19.53 There may be other ways in which funding mechanisms might be used to address concerns about the impact of gene patents on healthcare provision, including by placing conditions on the public funding of new medical services. For example, Medicare funding of a medical genetic test might be made conditional on broad licensing of the test.

19.54 The ALRC recommends that options for using government funding and purchasing power to control the cost of genetic medical technologies subject to gene patents should be examined by Commonwealth, state and territory health departments (Recommendation 19–2). The ALRC recognises that this may have competition policy ramifications.[69] Depending on the mechanism chosen, cooperation by Commonwealth, state and territory governments could be anti-competitive. However, this does not prevent the options being examined. Further, if the public interest warrants it, the application of national competition policy can be excluded by legislation or by seeking authorisation from the Australian Competition and Consumer Commission (ACCC) under the Trade Practices Act 1974 (Cth).

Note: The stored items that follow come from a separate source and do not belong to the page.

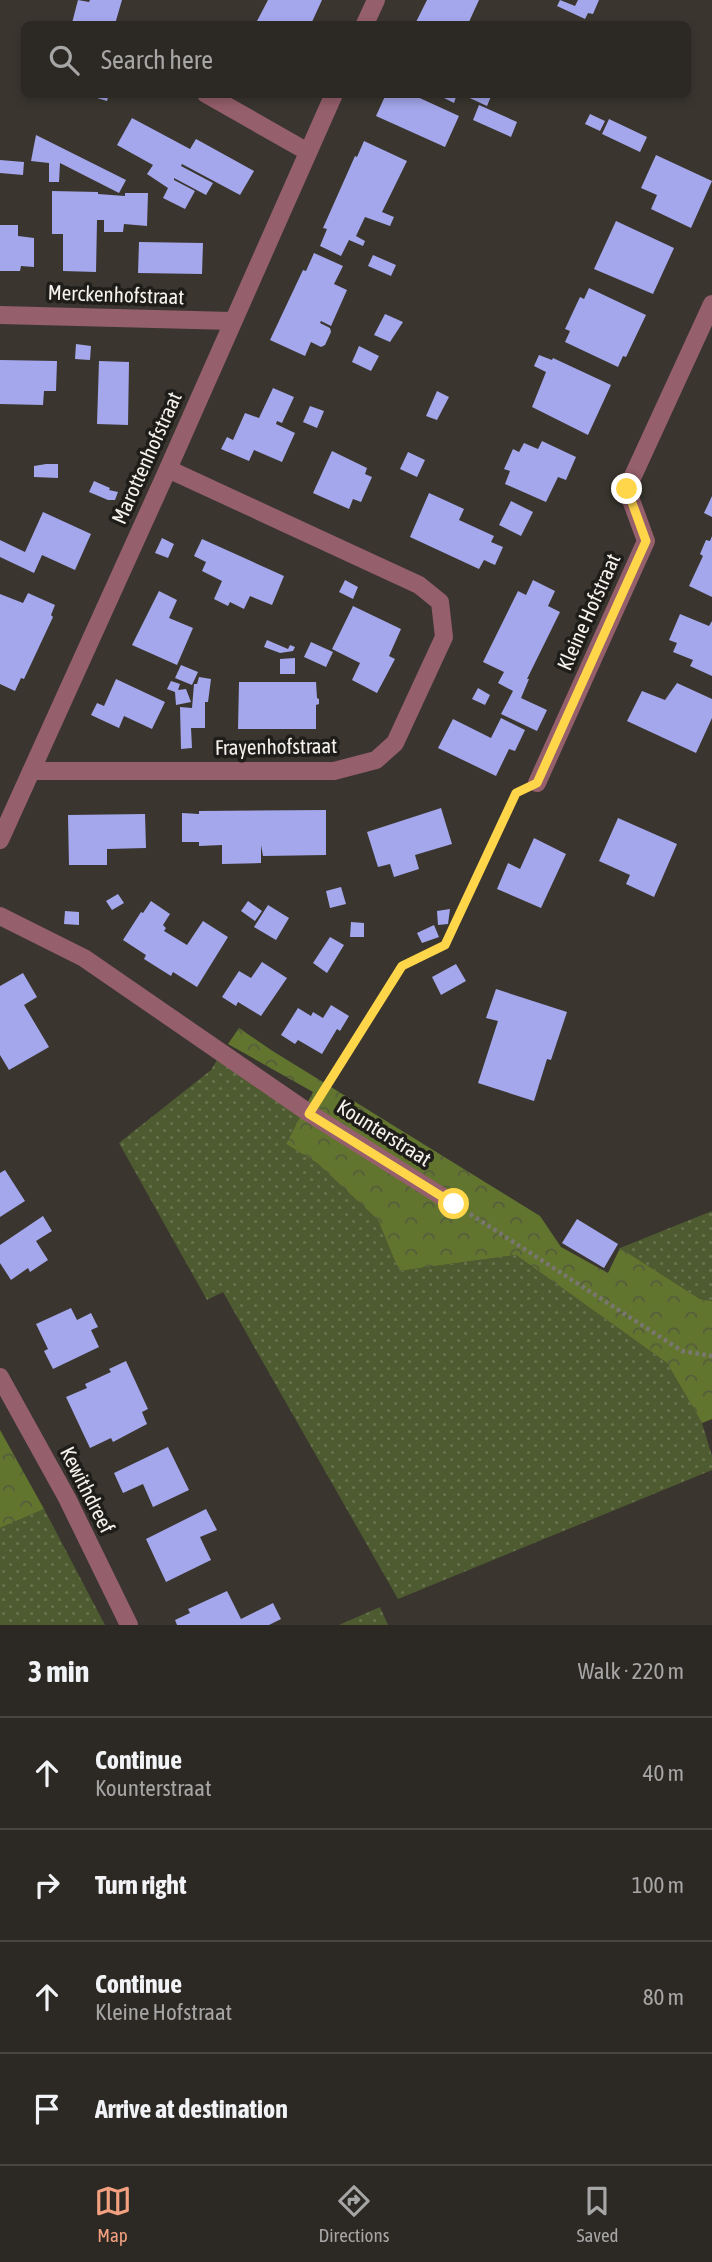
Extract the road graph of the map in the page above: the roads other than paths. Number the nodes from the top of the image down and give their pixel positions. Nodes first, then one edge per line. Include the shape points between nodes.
1 (376, 0) edge
2 (366, 21) edge
3 (213, 98) edge
4 (332, 98) edge
5 (308, 152) junction
6 (712, 304) edge
7 (0, 315) edge
8 (232, 321) junction
9 (168, 469) junction
10 (31, 771) junction
11 (537, 783) road end
12 (0, 840) edge
13 (0, 916) edge
14 (454, 1204) road end
15 (0, 1377) edge
16 (129, 1625) edge

1 - 2 street
3 - 5 street
4 - 5 street, Marottenhofstraat
5 - 8 street, Marottenhofstraat
6 - 11 street, Kleine Hofstraat via 627,489 646,541
7 - 8 street, Merckenhofstraat
8 - 9 street, Marottenhofstraat
9 - 10 street, Marottenhofstraat
9 - 10 street, Frayenhofstraat via 419,585 440,602 444,637 395,743 376,760 334,771
10 - 12 street, Marottenhofstraat
13 - 14 street, Kounterstraat via 85,958 309,1114
15 - 16 street, Kewithdreef via 67,1497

Recommendation 19–2 AHMAC should examine options for using government funding and purchasing power to control the cost of goods and services that are subject to gene patents and used in the provision of healthcare.

[57] Australian Law Reform Commission, Gene Patenting and Human Health, IP 27 (2003), Question 12–7.

[58] Human Genetics Society of Australasia, HGSA Position Paper on the Patenting of Genes (2001).

[59] The predecessor to the AHMAC Advisory Group.

[60] Australian Health Ministers’ Advisory Council Working Group on Human Gene Patents, Final Draft Report of the AHMAC Working Group on Human Gene Patents (2001), 27, rec 7.

[61] In 1999–2000 the Commonwealth Government contributed $3,522 million in benefits under the PBS and the Repatriation Pharmaceutical Benefits Scheme, out of a total expenditure on all pharmaceuticals of $7,563 million: Australian Institute of Health and Welfare, Australia’s Health 2002 (2002), 255.

[62] See M Rickard, The Pharmaceutical Benefits Scheme: Options for Cost Control: Current Issues Brief No 12 2001–02 (28 May 2002), Parliament of Australia, <www.aph.gov.au/library/pubs> at 16 June 2004; Productivity Commission, International Pharmaceutical Price Differences: Research Report (2001); Productivity Commission, Evaluation of the Pharmaceutical Industry Investment Program (2003), [3.12].

[63] See Australian Law Reform Commission, Gene Patenting and Human Health, DP 68 (2004), Proposal 20–2.

[64] Human Genetics Society of Australasia, Submission P76, 16 April 2004; Australian Centre for Intellectual Property in Agriculture, Submission P81, 16 April 2004; Royal College of Pathologists of Australasia, Submission P82, 16 April 2004; Department of Health Western Australia, Submission P89, 16 April 2004; Cancer Council Australia, Submission P96, 19 April 2004; Department of Industry Tourism and Resources, Submission P97, 19 April 2004; Cancer Council Victoria, Submission P101, 20 April 2004; Queensland Government, Submission P103, 22 April 2004; Department of Human Services Victoria, Submission P111, 30 April 2004; Genetic Support Council WA (Inc), Submission P119, 13 May 2004.

[65] Department of Human Services Victoria, Submission P111, 30 April 2004.

[66] Human Genetics Society of Australasia, Submission P76, 16 April 2004.

[67] In the case of the Australian Government, appropriations include grants to the States and Territories that are specifically targeted to healthcare purposes, payments of health benefits to individuals, subsidies paid to providers of healthcare services, and reimbursements to private health insurance funds.

[68] Australian Health Ministers’ Advisory Council, Submission P49, 23 October 2003.

[69] See, eg, Human Genetics Society of Australasia, Submission P76, 16 April 2004; Walter and Eliza Hall Institute of Medical Research, Submission P71, 13 April 2004.